Selanjutnya, pengakuan atas fungsi bukan hunian bagi rumah susun dalam UU 16/1985 semakin jelas pasca diundangkannya Peraturan Pemerintah Nomor 4 Tahun 1988 tentang Rumah Susun (selanjutnya disebut PP 4/1988) yang di dalamnya secara tegas mengatur rumah susun untuk hunian dan bukan hunian secara terpisah, sehingga dimungkinkan pembangunan rumah susun dalam suatu lingkungan yang digunakan sebagai bukan hunian saja. Dengan demikian, terlepas dari politik hukum serta kondisi dan situasi masyarakat pada saat UU 16/1985 dibentuk, rumah susun dengan fungsi bukan hunian seperti tempat usaha, tempat perbelanjaan, pertokoan, perkantoran, perindustrian, termasuk kondotel sebagaimana yang dimiliki oleh para Pemohon memiliki alas hukum berdasarkan UU 16/1985 dan PP 4/1988.
[3.15] Menimbang bahwa seiring dengan dinamika masyarakat, khususnya di wilayah perkotaan, ternyata semakin menunjukkan adanya peningkatan laju urbanisasi dan industrialisasi sehingga menyebabkan kepadatan penduduk karena ketersediaan tanah untuk permukiman semakin terbatas. Rumah susun yang dalam UU 16/1985 didesain untuk mengatasi hal tersebut ternyata belum efektif dan malah salah sasaran. Penerima manfaat (beneficiary) dari keberlakuan UU 16/1985 ternyata lebih didominasi oleh kalangan masyarakat berpenghasilan menengah atas. Oleh karena itu, dibutuhkan perubahan UU 16/1985 karena sudah tidak sesuai dengan perkembangan hukum, kebutuhan setiap orang dalam penghunian, kepemilikan, dan pemanfaatan rumah susun….

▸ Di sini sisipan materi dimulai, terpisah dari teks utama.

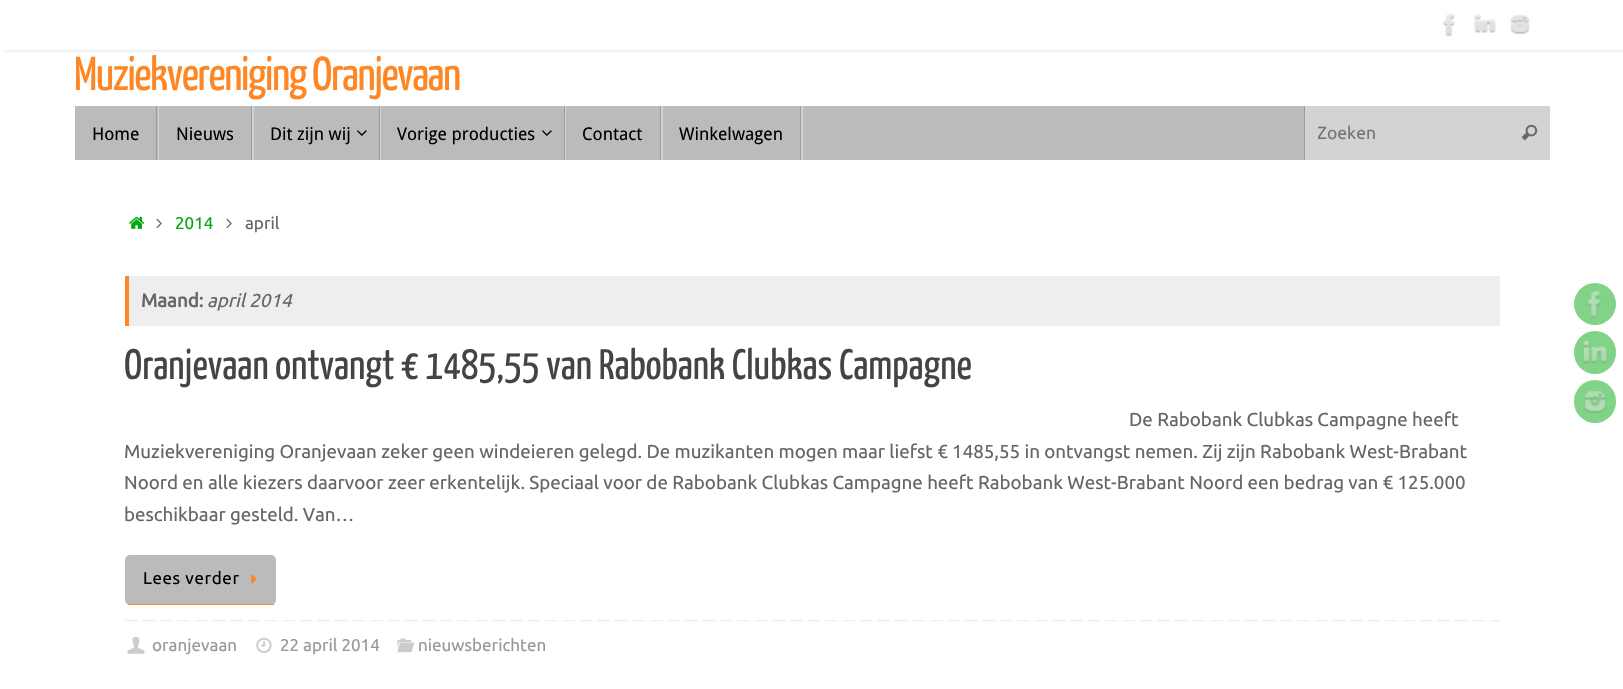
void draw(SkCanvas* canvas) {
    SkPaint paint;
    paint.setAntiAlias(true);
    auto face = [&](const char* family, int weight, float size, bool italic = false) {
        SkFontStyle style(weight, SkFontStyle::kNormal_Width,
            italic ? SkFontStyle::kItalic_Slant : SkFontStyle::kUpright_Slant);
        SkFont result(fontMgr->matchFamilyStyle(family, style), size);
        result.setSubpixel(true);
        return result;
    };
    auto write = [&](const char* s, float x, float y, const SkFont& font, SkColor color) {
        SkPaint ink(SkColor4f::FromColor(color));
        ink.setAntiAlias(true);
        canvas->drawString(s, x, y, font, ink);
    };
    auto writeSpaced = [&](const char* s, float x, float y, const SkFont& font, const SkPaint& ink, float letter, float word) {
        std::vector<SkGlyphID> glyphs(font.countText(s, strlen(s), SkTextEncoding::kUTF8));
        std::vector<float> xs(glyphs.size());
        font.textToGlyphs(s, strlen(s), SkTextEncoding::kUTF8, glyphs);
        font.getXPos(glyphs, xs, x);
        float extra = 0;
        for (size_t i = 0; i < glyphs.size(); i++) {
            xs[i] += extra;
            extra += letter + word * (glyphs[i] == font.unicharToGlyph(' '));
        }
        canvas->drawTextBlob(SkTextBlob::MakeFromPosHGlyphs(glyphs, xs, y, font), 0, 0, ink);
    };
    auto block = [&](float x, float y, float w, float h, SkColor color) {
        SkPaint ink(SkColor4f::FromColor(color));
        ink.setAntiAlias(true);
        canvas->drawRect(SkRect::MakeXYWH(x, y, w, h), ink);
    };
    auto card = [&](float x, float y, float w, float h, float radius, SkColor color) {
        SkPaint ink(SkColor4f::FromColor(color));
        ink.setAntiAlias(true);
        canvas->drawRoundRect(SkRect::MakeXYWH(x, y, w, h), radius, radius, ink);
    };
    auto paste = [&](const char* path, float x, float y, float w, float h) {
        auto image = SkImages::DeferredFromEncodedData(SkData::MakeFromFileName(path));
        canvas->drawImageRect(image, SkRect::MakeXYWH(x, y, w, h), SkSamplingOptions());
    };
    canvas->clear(SK_ColorWHITE);
    canvas->save();
    canvas->clipRect(SkRect::MakeXYWH(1, 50, 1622, 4));
    paint.setColor(SkColorSetRGB(215, 215, 215));
    paint.setMaskFilter(SkMaskFilter::MakeBlur(kNormal_SkBlurStyle, 2));
    canvas->drawRect(SkRect::MakeXYWH(4, 0, 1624, 50), paint);
    paint.setMaskFilter(nullptr);
    canvas->restore();
    paste("pic1.png", 1443, 13, 12, 24);
    paste("pic2.png", 1474, 13, 22, 20);
    paste("pic3.png", 1510, 15, 20, 20);
    auto kFont1 = face("Yanone Kaffeesatz", 400, 47.5f);
    paint.setColor(SkColorSetRGB(254, 134, 37));
    writeSpaced("Muziekvereniging Oranjevaan", 74, 90, kFont1, paint, -1.4f, 0);
    block(75, 106, 1229, 54, SkColorSetRGB(187, 187, 187));
    paint.setColor(SkColorSetRGB(211, 211, 211));
    canvas->drawPath(SkPathBuilder().moveTo(76, 106).lineTo(158, 106).lineTo(158, 160).lineTo(159, 160).lineTo(159, 106).close().detach(), paint);
    block(156, 106, 1, 54, SkColorSetRGB(157, 157, 157));
    auto kFont2 = face("Droid Sans", 400, 17.5f);
    write("Home", 92, 140, kFont2, SK_ColorBLACK);
    canvas->drawPath(SkPathBuilder().moveTo(159, 106).lineTo(252, 106).lineTo(252, 160).lineTo(254, 160).lineTo(254, 106).close().detach(), paint);
    block(251, 106, 1, 54, SkColorSetRGB(157, 157, 157));
    write("Nieuws", 176, 140, kFont2, SK_ColorBLACK);
    canvas->drawPath(SkPathBuilder().moveTo(254, 106).lineTo(380, 106).lineTo(380, 160).lineTo(381, 160).lineTo(381, 106).close().detach(), paint);
    block(379, 106, 1, 54, SkColorSetRGB(157, 157, 157));
    write("Dit zijn wij", 270, 140, kFont2, SK_ColorBLACK);
    paste("pic4.png", 357, 130, 10, 6);
    canvas->drawPath(SkPathBuilder().moveTo(381, 106).lineTo(565, 106).lineTo(565, 160).lineTo(566, 160).lineTo(566, 106).close().detach(), paint);
    block(564, 106, 1, 54, SkColorSetRGB(157, 157, 157));
    write("Vorige producties", 397, 140, kFont2, SK_ColorBLACK);
    paste("pic4.png", 542, 130, 10, 6);
    canvas->drawPath(SkPathBuilder().moveTo(566, 106).lineTo(661, 106).lineTo(661, 160).lineTo(663, 160).lineTo(663, 106).close().detach(), paint);
    block(660, 106, 1, 54, SkColorSetRGB(157, 157, 157));
    write("Contact", 582, 140, kFont2, SK_ColorBLACK);
    canvas->drawPath(SkPathBuilder().moveTo(663, 106).lineTo(801, 106).lineTo(801, 160).lineTo(803, 160).lineTo(803, 106).close().detach(), paint);
    block(800, 106, 1, 54, SkColorSetRGB(157, 157, 157));
    write("Winkelwagen", 679, 140, kFont2, SK_ColorBLACK);
    block(1305, 106, 245, 54, SkColorSetRGB(211, 211, 211));
    block(1304, 106, 1, 54, SkColorSetRGB(157, 157, 157));
    canvas->save();
    canvas->clipRect(SkRect::MakeXYWH(1318, 123, 177, 21));
    auto kFont3 = face("Ubuntu", 400, 17.5f);
    write("Zoeken", 1317, 139, kFont3, SkColorSetRGB(117, 117, 117));
    canvas->restore();
    paste("pic5.png", 1521, 124, 17, 17);
    paste("pic6.png", 129, 216, 16, 13);
    paste("pic7.png", 156, 218, 6, 11);
    auto kFont4 = face("Ubuntu", 400, 17);
    write("2014", 175, 229, kFont4, SkColorSetRGB(3, 168, 14));
    paste("pic7.png", 226, 218, 6, 11);
    write("april", 245, 229, kFont4, SkColorSetRGB(102, 102, 102));
    block(129, 276, 1371, 50, SkColorSetRGB(238, 238, 238));
    block(125, 276, 4, 50, SkColorSetRGB(254, 134, 37));
    auto kFont5 = face("Ubuntu", 700, 18.75f);
    write("Maand:", 141, 307, kFont5, SkColorSetRGB(102, 102, 102));
    auto kFont6 = face("Ubuntu", 400, 18.75f, true);
    write("april 2014", 207, 307, kFont6, SkColorSetRGB(102, 102, 102));
    auto kFont7 = face("Yanone Kaffeesatz", 400, 42.5f);
    write("Oranjevaan ontvangt € 1485,55 van Rabobank Clubkas Campagne", 124, 379, kFont7, SkColorSetRGB(68, 68, 68));
    auto kFont8 = face("Ubuntu", 400, 18.75f);
    write("De Rabobank Clubkas Campagne heeft", 1129, 426, kFont8, SkColorSetRGB(102, 102, 102));
    write("Muziekvereniging Oranjevaan zeker geen windeieren gelegd. De muzikanten mogen maar liefst € 1485,55 in ontvangst nemen. Zij zijn Rabobank West-Brabant", 124, 458, kFont8, SkColorSetRGB(102, 102, 102));
    write("Noord en alle kiezers daarvoor zeer erkentelijk. Speciaal voor de Rabobank Clubkas Campagne heeft Rabobank West-Brabant Noord een bedrag van € 125.000", 124, 489, kFont8, SkColorSetRGB(102, 102, 102));
    write("beschikbaar gesteld. Van…", 124, 521, kFont8, SkColorSetRGB(102, 102, 102));
    card(125, 555, 151, 50, 5, SkColorSetRGB(187, 187, 187));
    block(128, 604, 146, 1, SkColorSetRGB(254, 134, 37));
    paint.setColor(SK_ColorBLACK);
    writeSpaced("Lees verder", 143, 584, kFont4, paint, 0.6f, 0);
    paste("pic8.png", 251, 574, 6, 10);
    paste("pic9.png", 125, 620, 1375, 2);
    paste("pic10.png", 127, 637, 18, 17);
    write("oranjevaan", 152, 651, kFont4, SkColorSetRGB(153, 153, 153));
    paste("pic11.png", 256, 637, 16, 16);
    write("22 april 2014", 280, 651, kFont4, SkColorSetRGB(153, 153, 153));
    paste("pic12.png", 397, 638, 18, 15);
    write("nieuwsberichten", 418, 651, kFont4, SkColorSetRGB(153, 153, 153));
    paint.setColor(SkColorSetRGB(129, 212, 135));
    canvas->drawCircle(1595, 304, 21, paint);
    paste("pic13.png", 1587, 291, 14, 28);
    card(1574, 331, 42, 43, 21, SkColorSetRGB(129, 212, 135));
    paste("pic14.png", 1582, 340, 26, 24);
    card(1574, 380, 42, 43, 21, SkColorSetRGB(129, 212, 135));
    paste("pic15.png", 1584, 391, 22, 23);
}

Fungsi bukan hunian dalam UU 20/2011 sebenarnya bukan tidak diakomodir, tetapi diletakkan sebagai fungsi pendukung (supporting) dari fungsi rumah susun yang utama yaitu sebagai hunian. Lebih lanjut, Penjelasan Pasal 50 huruf b menyatakan, “Yang dimaksud dengan “fungsi campuran” adalah campuran antara fungsi hunian dan bukan hunian.” Bagi rumah susun dengan fungsi campuran maka ia merupakan hunian (fungsi utama). dan sekaligus memiliki fungsi lain (mix used) dalam rangka memenuhi kebutuhan hidup masyarakat di rumah susun. Pemanfaatan fungsi rumah susun yang hanya terbagi atas hunian atau campuran tersebut bersandar pada pengertian rumah susun sebagaimana diatur dalam norma Pasal 1 angka 1 UU 20/2011 yang utamanya difungsikan sebagai hunian. Oleh karena itu, telah jelas bahwa fungsi bukan hunian bagi rumah susun yang dikonstruksikan dalam UU 20/2011 tidak berdiri sendiri sebagaimana dikotomi pemanfaatan rumah susun yang dianut dalam rezim pengaturan UU 16/1985 dan PP 4/1988. Perubahan pemanfaatan rumah susun menjadi fungsi campuran dalam UU 20/2011 adalah untuk mengatasi kurangnya ketersediaan rumah susun umum bagi masyarakat berpenghasilan menengah-rendah serta untuk menghilangkan “rumah tidak berpenghuni” (“ghost-building”) di mana banyak ditemui bangunan gedung atau rumah susun yang tidak terdapat aktivitas pada malam hari dikarenakan tidak memiliki fungsi sebagai hunian. Dalam kaitan ini, penting Mahkamah tegaskan, rumah susun dengan fungsi bukan hunian tidak menghilangkan fungsi utama rumah susun sebagai fungsi hunian dan tidak boleh menghilangkan sifat komplementer dari rumah susun tersebut. Dengan demikian, menurut Mahkamah, tidak diakomodirnya fungsi “bukan hunian” dalam norma Pasal 50 UU 20/2011 adalah tidak bertentangan dengan norma Pasal 28H ayat (1) UUD 1945.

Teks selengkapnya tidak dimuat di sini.